For the foregoing reasons, defendant’s motion for judgment on the pleadings pur*274suant to Rule 12(c) of the Federal Rules of Civil Procedure is DENIED and plaintiffs cross-motion for judgment on the pleadings pursuant to Rule 12(c) of the Federal Rules of Civil Procedure is GRANTED and this case is remanded solely for calculation of benefits.

SO ORDERED.

. To qualify for SSD benefits, Plaintiff must be disabled and insured for disability benefits. 42 U.S.C. § 423(a)(1)(A) and (C); 20 C.F.R. §§ 404.101, 404.120, 404.315(a). Plaintiff last met the insured status requirements of the Social Security Act on December 31, 2002, and alleges a disability as of January 31, 2000. Therefore, the period of review is from January 31, 2000, his alleged onset date, to December 31, 2002, his date last insured.

. As defendant notes, "the ALJ fails to mention Dr. Zelefsky at all.” Def. Mem), at 19.

. The medical evidence in the record demonstrates that after plaintiff's surgery and before his insured status lapsed, plaintiff had an antalgic gait (see, e.g., Tr. 319, 327, 369), tenderness, spasms and painful restriction in ranges of motion in the lumbar spine (id.), and positive straight leg raising. Id. at 317, 320, 321, 327.

. Under the standard articulated in Curry, at the fifth step, the Commissioner must show that the claimant retains the residual functional capacity to perform a certain category of work, such as sedentary work, and that such work is available in the national economy. While ‘SSA regulations have subsequently limited the step five burden on the Commissioner, removing the requirement that the Commissioner show residual functional capacity, see 20 C.F.R. § 404.1560(c)(2), and these regulations ‘abrogated Curry v. Apfel at least in cases where the onset of disability was after the regulations were promulgated on August 26, 2003” (Lupo v.

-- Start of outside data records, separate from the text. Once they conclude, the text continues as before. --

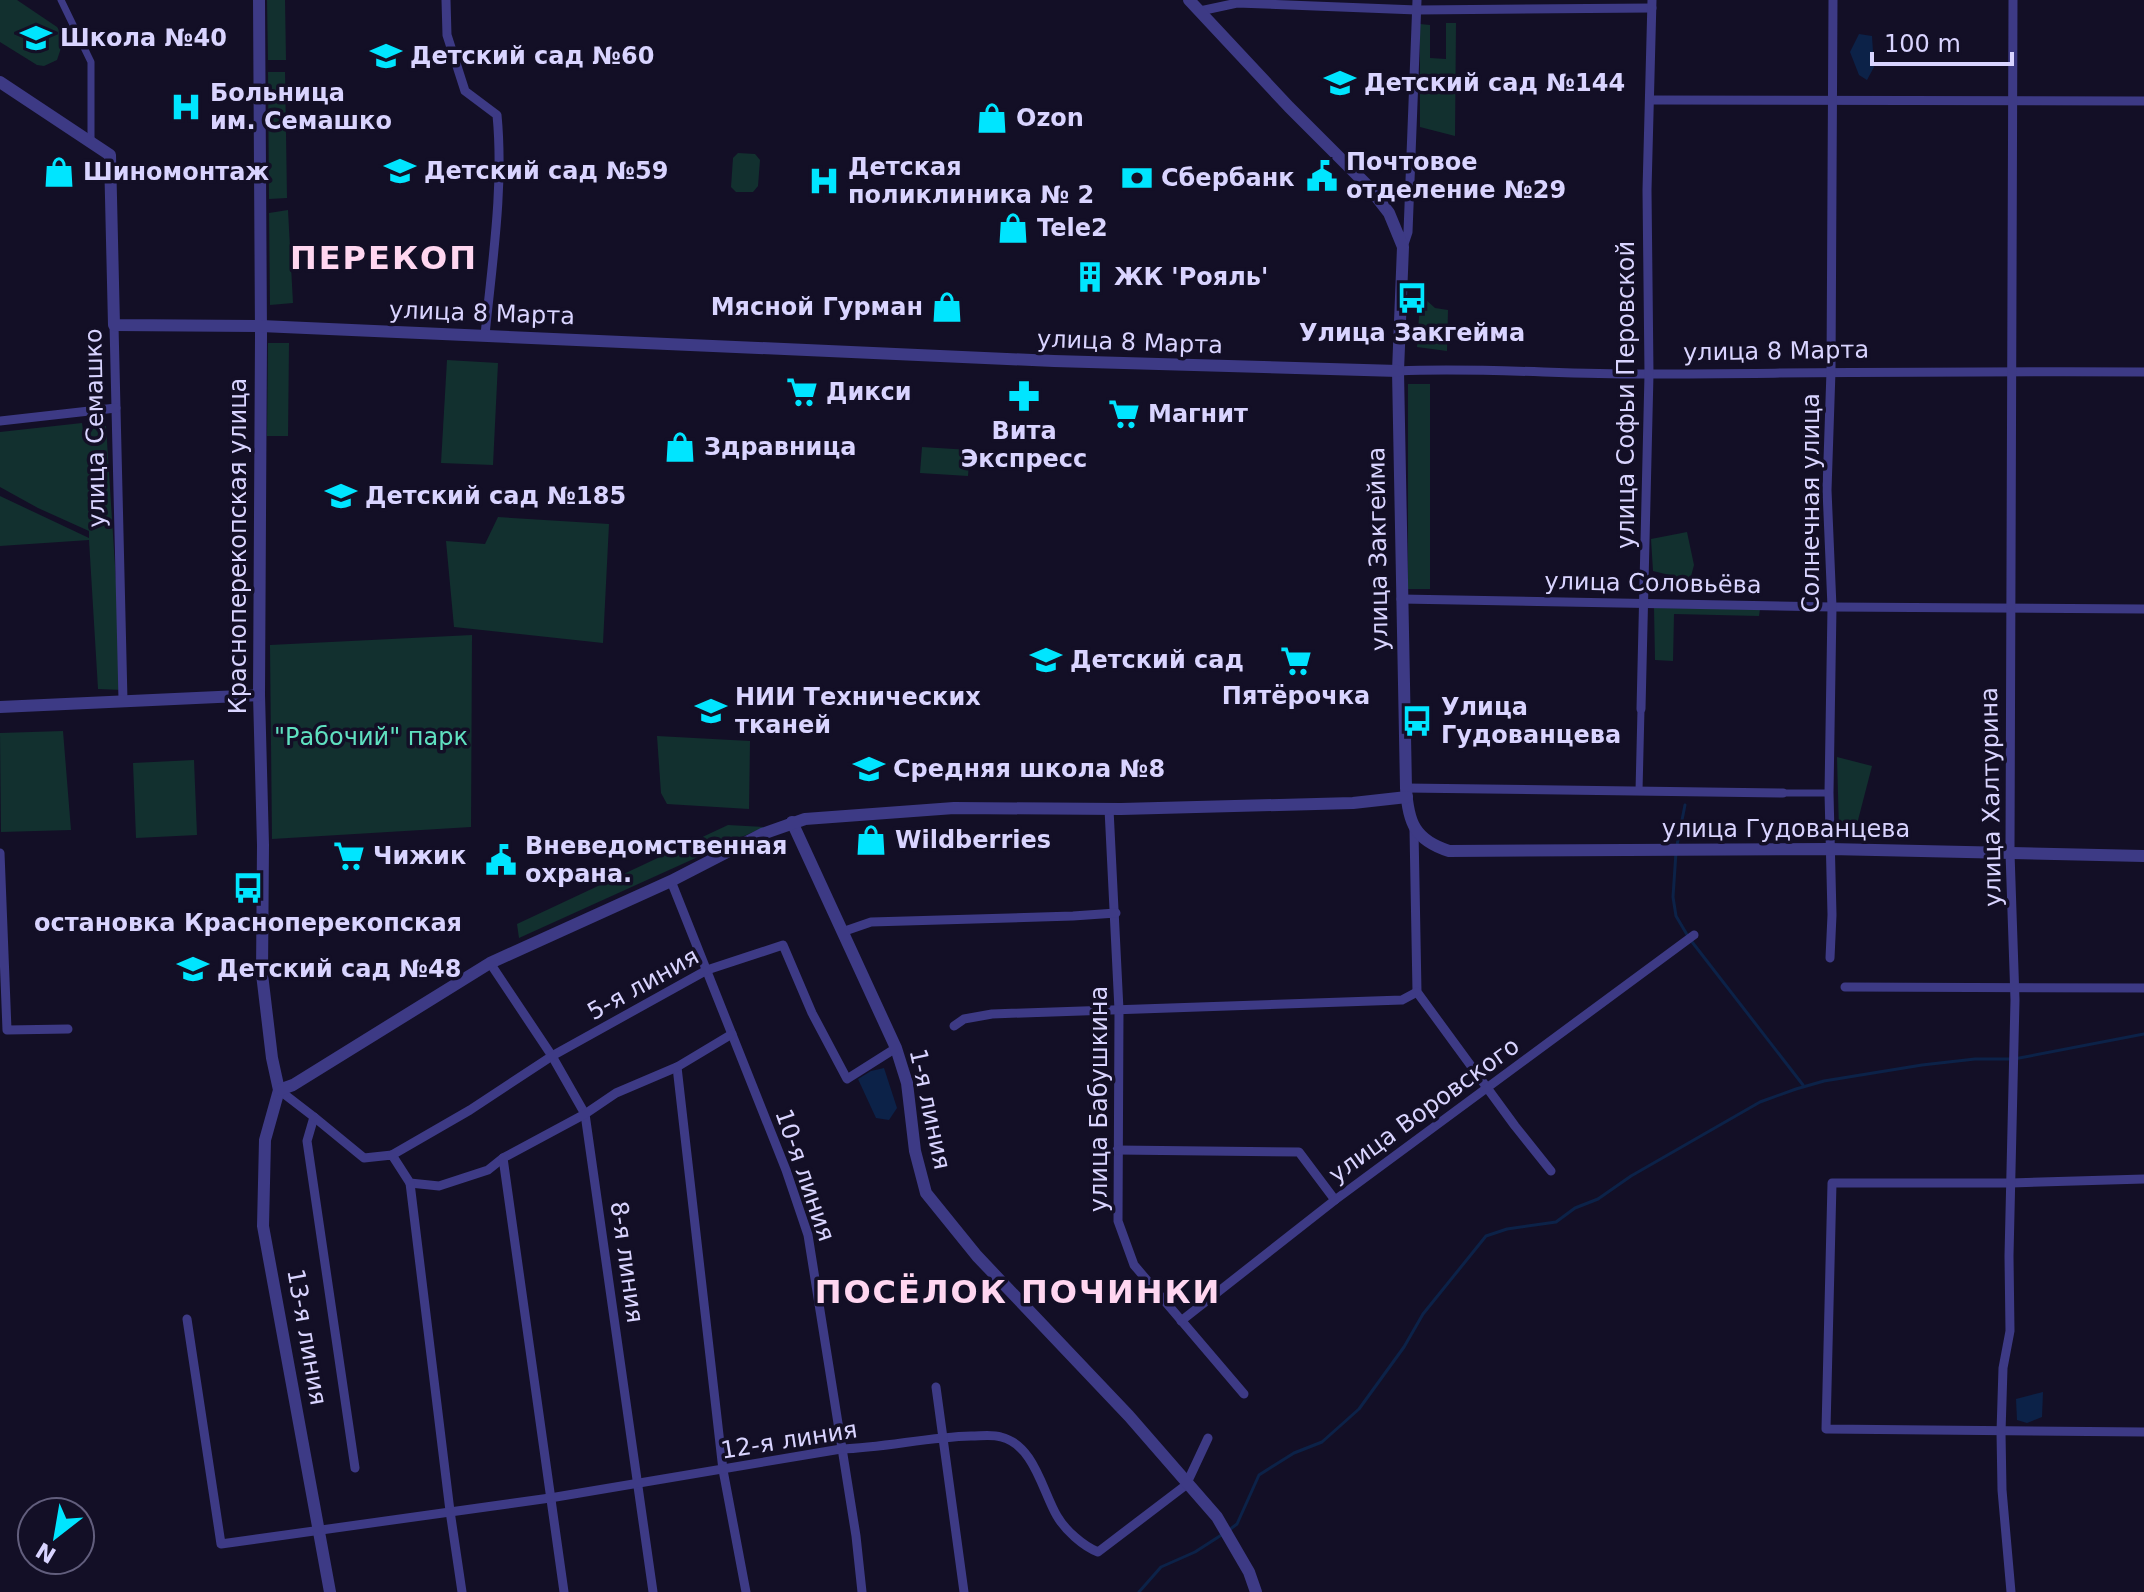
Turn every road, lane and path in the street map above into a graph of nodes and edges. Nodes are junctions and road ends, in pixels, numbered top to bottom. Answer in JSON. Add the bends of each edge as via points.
{"nodes":[{"id":1,"x":61,"y":0,"type":"edge"},
{"id":2,"x":259,"y":0,"type":"edge"},
{"id":3,"x":446,"y":0,"type":"edge"},
{"id":4,"x":1189,"y":0,"type":"edge"},
{"id":5,"x":1833,"y":0,"type":"edge"},
{"id":6,"x":2013,"y":0,"type":"edge"},
{"id":7,"x":1652,"y":4,"type":"edge"},
{"id":8,"x":1417,"y":5,"type":"edge"},
{"id":9,"x":1200,"y":11,"type":"junction"},
{"id":10,"x":0,"y":82,"type":"edge"},
{"id":11,"x":1650,"y":100,"type":"junction"},
{"id":12,"x":1832,"y":100,"type":"junction"},
{"id":13,"x":2011,"y":100,"type":"junction"},
{"id":14,"x":2144,"y":101,"type":"edge"},
{"id":15,"x":91,"y":142,"type":"junction"},
{"id":16,"x":1403,"y":247,"type":"junction"},
{"id":17,"x":114,"y":325,"type":"junction"},
{"id":18,"x":261,"y":326,"type":"junction"},
{"id":19,"x":485,"y":335,"type":"junction"},
{"id":20,"x":1398,"y":371,"type":"junction"},
{"id":21,"x":1831,"y":371,"type":"junction"},
{"id":22,"x":2012,"y":371,"type":"junction"},
{"id":23,"x":2144,"y":372,"type":"edge"},
{"id":24,"x":1649,"y":374,"type":"junction"},
{"id":25,"x":116,"y":408,"type":"junction"},
{"id":26,"x":0,"y":421,"type":"edge"},
{"id":27,"x":1401,"y":599,"type":"junction"},
{"id":28,"x":1645,"y":603,"type":"junction"},
{"id":29,"x":1832,"y":607,"type":"junction"},
{"id":30,"x":2010,"y":608,"type":"junction"},
{"id":31,"x":2144,"y":609,"type":"edge"},
{"id":32,"x":259,"y":695,"type":"junction"},
{"id":33,"x":123,"y":700,"type":"junction"},
{"id":34,"x":0,"y":707,"type":"edge"},
{"id":35,"x":1641,"y":709,"type":"joint"},
{"id":36,"x":1639,"y":791,"type":"junction"},
{"id":37,"x":1407,"y":792,"type":"junction"},
{"id":38,"x":1783,"y":793,"type":"joint"},
{"id":39,"x":1829,"y":793,"type":"junction"},
{"id":40,"x":1109,"y":809,"type":"junction"},
{"id":41,"x":792,"y":822,"type":"junction"},
{"id":42,"x":1414,"y":830,"type":"junction"},
{"id":43,"x":1830,"y":849,"type":"junction"},
{"id":44,"x":0,"y":853,"type":"edge"},
{"id":45,"x":2010,"y":853,"type":"junction"},
{"id":46,"x":2144,"y":856,"type":"edge"},
{"id":47,"x":671,"y":881,"type":"junction"},
{"id":48,"x":1116,"y":913,"type":"junction"},
{"id":49,"x":842,"y":932,"type":"junction"},
{"id":50,"x":1694,"y":935,"type":"dead end"},
{"id":51,"x":1830,"y":958,"type":"dead end"},
{"id":52,"x":490,"y":963,"type":"junction"},
{"id":53,"x":707,"y":970,"type":"junction"},
{"id":54,"x":1845,"y":987,"type":"dead end"},
{"id":55,"x":2015,"y":988,"type":"junction"},
{"id":56,"x":2144,"y":988,"type":"edge"},
{"id":57,"x":1417,"y":992,"type":"junction"},
{"id":58,"x":1119,"y":1010,"type":"junction"},
{"id":59,"x":954,"y":1026,"type":"dead end"},
{"id":60,"x":68,"y":1029,"type":"dead end"},
{"id":61,"x":732,"y":1034,"type":"junction"},
{"id":62,"x":896,"y":1048,"type":"junction"},
{"id":63,"x":552,"y":1056,"type":"junction"},
{"id":64,"x":677,"y":1067,"type":"junction"},
{"id":65,"x":1487,"y":1089,"type":"junction"},
{"id":66,"x":279,"y":1090,"type":"junction"},
{"id":67,"x":585,"y":1114,"type":"junction"},
{"id":68,"x":314,"y":1117,"type":"junction"},
{"id":69,"x":1117,"y":1150,"type":"junction"},
{"id":70,"x":392,"y":1155,"type":"junction"},
{"id":71,"x":503,"y":1158,"type":"junction"},
{"id":72,"x":1551,"y":1171,"type":"dead end"},
{"id":73,"x":2144,"y":1179,"type":"edge"},
{"id":74,"x":410,"y":1183,"type":"junction"},
{"id":75,"x":2011,"y":1183,"type":"junction"},
{"id":76,"x":1335,"y":1200,"type":"junction"},
{"id":77,"x":187,"y":1319,"type":"dead end"},
{"id":78,"x":1181,"y":1321,"type":"junction"},
{"id":79,"x":936,"y":1387,"type":"dead end"},
{"id":80,"x":1244,"y":1394,"type":"dead end"},
{"id":81,"x":2001,"y":1432,"type":"junction"},
{"id":82,"x":2144,"y":1432,"type":"edge"},
{"id":83,"x":941,"y":1438,"type":"junction"},
{"id":84,"x":1208,"y":1438,"type":"dead end"},
{"id":85,"x":841,"y":1449,"type":"junction"},
{"id":86,"x":355,"y":1468,"type":"dead end"},
{"id":87,"x":723,"y":1470,"type":"junction"},
{"id":88,"x":638,"y":1484,"type":"junction"},
{"id":89,"x":1186,"y":1485,"type":"junction"},
{"id":90,"x":550,"y":1498,"type":"junction"},
{"id":91,"x":450,"y":1511,"type":"junction"},
{"id":92,"x":319,"y":1531,"type":"junction"},
{"id":93,"x":330,"y":1592,"type":"edge"},
{"id":94,"x":462,"y":1592,"type":"edge"},
{"id":95,"x":564,"y":1592,"type":"edge"},
{"id":96,"x":653,"y":1592,"type":"edge"},
{"id":97,"x":746,"y":1592,"type":"edge"},
{"id":98,"x":862,"y":1592,"type":"edge"},
{"id":99,"x":964,"y":1592,"type":"edge"},
{"id":100,"x":1256,"y":1592,"type":"edge"},
{"id":101,"x":2011,"y":1592,"type":"edge"}],
"edges":[{"from":1,"to":15,"type":"street","via":[[91,62]]},
{"from":2,"to":18,"type":"street","name":"Красноперекопская улица"},
{"from":3,"to":19,"type":"street","via":[[447,35],[465,91],[497,115]]},
{"from":4,"to":9,"type":"street","name":"улица Закгейма"},
{"from":5,"to":12,"type":"street","name":"Солнечная улица"},
{"from":6,"to":13,"type":"street","name":"улица Халтурина"},
{"from":7,"to":8,"type":"street"},
{"from":7,"to":11,"type":"street","name":"улица Софьи Перовской"},
{"from":8,"to":9,"type":"street","via":[[1237,3]]},
{"from":8,"to":16,"type":"street","name":"улица Закгейма","via":[[1408,232]]},
{"from":9,"to":16,"type":"street","name":"улица Закгейма","via":[[1368,186],[1389,213]]},
{"from":10,"to":15,"type":"street"},
{"from":11,"to":12,"type":"street"},
{"from":11,"to":24,"type":"street","name":"улица Софьи Перовской"},
{"from":12,"to":13,"type":"street"},
{"from":12,"to":21,"type":"street","name":"Солнечная улица"},
{"from":13,"to":14,"type":"street"},
{"from":13,"to":22,"type":"street","name":"улица Халтурина"},
{"from":15,"to":17,"type":"street","name":"улица Семашко","via":[[110,155]]},
{"from":16,"to":20,"type":"street","name":"улица Закгейма"},
{"from":17,"to":18,"type":"street","name":"улица 8 Марта"},
{"from":17,"to":25,"type":"street","name":"улица Семашко"},
{"from":18,"to":19,"type":"street","name":"улица 8 Марта"},
{"from":18,"to":32,"type":"street","name":"Красноперекопская улица"},
{"from":19,"to":20,"type":"street","name":"улица 8 Марта","via":[[1066,362]]},
{"from":20,"to":24,"type":"street","name":"улица 8 Марта"},
{"from":20,"to":27,"type":"street","name":"улица Закгейма"},
{"from":21,"to":22,"type":"street","name":"улица 8 Марта"},
{"from":21,"to":24,"type":"street","name":"улица 8 Марта"},
{"from":21,"to":29,"type":"street","name":"Солнечная улица","via":[[1827,490]]},
{"from":22,"to":23,"type":"street","name":"улица 8 Марта"},
{"from":22,"to":30,"type":"street","name":"улица Халтурина"},
{"from":24,"to":28,"type":"street","name":"улица Софьи Перовской"},
{"from":25,"to":26,"type":"street"},
{"from":25,"to":33,"type":"street","name":"улица Семашко"},
{"from":27,"to":28,"type":"street","name":"улица Соловьёва"},
{"from":27,"to":37,"type":"street","name":"улица Закгейма"},
{"from":28,"to":29,"type":"street","name":"улица Соловьёва"},
{"from":28,"to":35,"type":"street","name":"улица Софьи Перовской"},
{"from":29,"to":30,"type":"street","name":"улица Соловьёва"},
{"from":29,"to":39,"type":"street","name":"Солнечная улица"},
{"from":30,"to":31,"type":"street","name":"улица Соловьёва"},
{"from":30,"to":45,"type":"street","name":"улица Халтурина"},
{"from":32,"to":33,"type":"street"},
{"from":32,"to":66,"type":"street","name":"Красноперекопская улица","via":[[262,974]]},
{"from":33,"to":34,"type":"street"},
{"from":35,"to":36,"type":"street","name":"улица Софьи Перовской"},
{"from":36,"to":37,"type":"street"},
{"from":36,"to":38,"type":"street"},
{"from":37,"to":40,"type":"street","via":[[1353,803]]},
{"from":37,"to":42,"type":"street","name":"улица Закгейма"},
{"from":38,"to":39,"type":"street"},
{"from":39,"to":43,"type":"street","name":"Солнечная улица"},
{"from":40,"to":41,"type":"street","via":[[954,808]]},
{"from":40,"to":48,"type":"street","name":"улица Бабушкина"},
{"from":41,"to":47,"type":"street"},
{"from":41,"to":49,"type":"street","name":"1-я линия"},
{"from":42,"to":43,"type":"street","name":"улица Гудованцева","via":[[1428,844],[1449,851]]},
{"from":42,"to":57,"type":"street"},
{"from":43,"to":45,"type":"street","name":"улица Гудованцева"},
{"from":43,"to":51,"type":"street","name":"Солнечная улица"},
{"from":44,"to":60,"type":"street","via":[[7,1030]]},
{"from":45,"to":46,"type":"street","name":"улица Гудованцева"},
{"from":45,"to":55,"type":"street","name":"улица Халтурина"},
{"from":47,"to":52,"type":"street"},
{"from":47,"to":53,"type":"street","name":"10-я линия"},
{"from":48,"to":49,"type":"street","via":[[871,922]]},
{"from":48,"to":58,"type":"street","name":"улица Бабушкина"},
{"from":49,"to":62,"type":"street","name":"1-я линия"},
{"from":50,"to":65,"type":"street","name":"улица Воровского"},
{"from":52,"to":63,"type":"street","name":"8-я линия"},
{"from":52,"to":66,"type":"street"},
{"from":53,"to":61,"type":"street","name":"10-я линия"},
{"from":53,"to":62,"type":"street","name":"5-я линия","via":[[783,945],[847,1079]]},
{"from":53,"to":63,"type":"street","name":"5-я линия"},
{"from":54,"to":55,"type":"street"},
{"from":55,"to":56,"type":"street"},
{"from":55,"to":75,"type":"street","name":"улица Халтурина"},
{"from":57,"to":58,"type":"street","via":[[1402,1000]]},
{"from":57,"to":65,"type":"street"},
{"from":58,"to":59,"type":"street","via":[[992,1014]]},
{"from":58,"to":69,"type":"street","name":"улица Бабушкина"},
{"from":61,"to":64,"type":"street"},
{"from":61,"to":85,"type":"street","name":"10-я линия","via":[[808,1235]]},
{"from":62,"to":89,"type":"street","name":"1-я линия","via":[[926,1193]]},
{"from":63,"to":67,"type":"street","name":"8-я линия"},
{"from":63,"to":70,"type":"street","name":"5-я линия"},
{"from":64,"to":67,"type":"street","via":[[616,1093]]},
{"from":64,"to":87,"type":"street"},
{"from":65,"to":72,"type":"street"},
{"from":65,"to":76,"type":"street","name":"улица Воровского"},
{"from":66,"to":68,"type":"street"},
{"from":66,"to":92,"type":"street","name":"13-я линия","via":[[265,1140],[263,1226]]},
{"from":67,"to":71,"type":"street"},
{"from":67,"to":88,"type":"street","name":"8-я линия"},
{"from":68,"to":70,"type":"street","via":[[364,1158]]},
{"from":68,"to":86,"type":"street","via":[[307,1141]]},
{"from":69,"to":76,"type":"street","via":[[1299,1152]]},
{"from":69,"to":78,"type":"street","name":"улица Бабушкина","via":[[1118,1221],[1134,1265]]},
{"from":70,"to":74,"type":"street"},
{"from":71,"to":74,"type":"street","via":[[488,1170],[439,1186]]},
{"from":71,"to":90,"type":"street"},
{"from":73,"to":75,"type":"street"},
{"from":74,"to":91,"type":"street"},
{"from":75,"to":81,"type":"street","name":"улица Халтурина","via":[[2010,1331]]},
{"from":75,"to":81,"type":"street","via":[[1832,1183],[1826,1429]]},
{"from":76,"to":78,"type":"street","name":"улица Воровского"},
{"from":77,"to":92,"type":"street","name":"12-я линия","via":[[221,1544]]},
{"from":78,"to":80,"type":"street","name":"улица Бабушкина"},
{"from":79,"to":83,"type":"street"},
{"from":81,"to":82,"type":"street"},
{"from":81,"to":101,"type":"street","name":"улица Халтурина"},
{"from":83,"to":85,"type":"street","name":"12-я линия"},
{"from":83,"to":89,"type":"street","name":"12-я линия","via":[[1012,1440],[1025,1452],[1058,1519],[1098,1552]]},
{"from":83,"to":99,"type":"street"},
{"from":84,"to":89,"type":"street"},
{"from":85,"to":87,"type":"street","name":"12-я линия"},
{"from":85,"to":98,"type":"street","name":"10-я линия"},
{"from":87,"to":88,"type":"street","name":"12-я линия"},
{"from":87,"to":97,"type":"street"},
{"from":88,"to":90,"type":"street","name":"12-я линия"},
{"from":88,"to":96,"type":"street","name":"8-я линия"},
{"from":89,"to":100,"type":"street","name":"1-я линия","via":[[1226,1532]]},
{"from":90,"to":91,"type":"street","name":"12-я линия"},
{"from":90,"to":95,"type":"street"},
{"from":91,"to":92,"type":"street","name":"12-я линия"},
{"from":91,"to":94,"type":"street"},
{"from":92,"to":93,"type":"street","name":"13-я линия"}]}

Comm’r of Soc. Sec., No. 07-civ-4660, 2011 WL 1316105, at *2 (E.D.N.Y. Apr. 4, 2011) (citing Poupore v. Astrue, 566 F.3d 303, 306 (2d Cir.2009))), because plaintiff's onset of disability was in 2000, prior to the promulgation of the new regulations, the case "must be decided under the Curry standard.” Lupo, 2011 WL 1316105, at *2; see also Cataneo v. Astrue, No. 11-cv-2671, 2013 WL 1122626, at *23 (E.D.N.Y. Mar.17, 2013) ("district courts in this Circuit continue to apply the Curry standard to cases in which the claimant's alleged onset date precedes August 26, 2003.”) (collecting cases).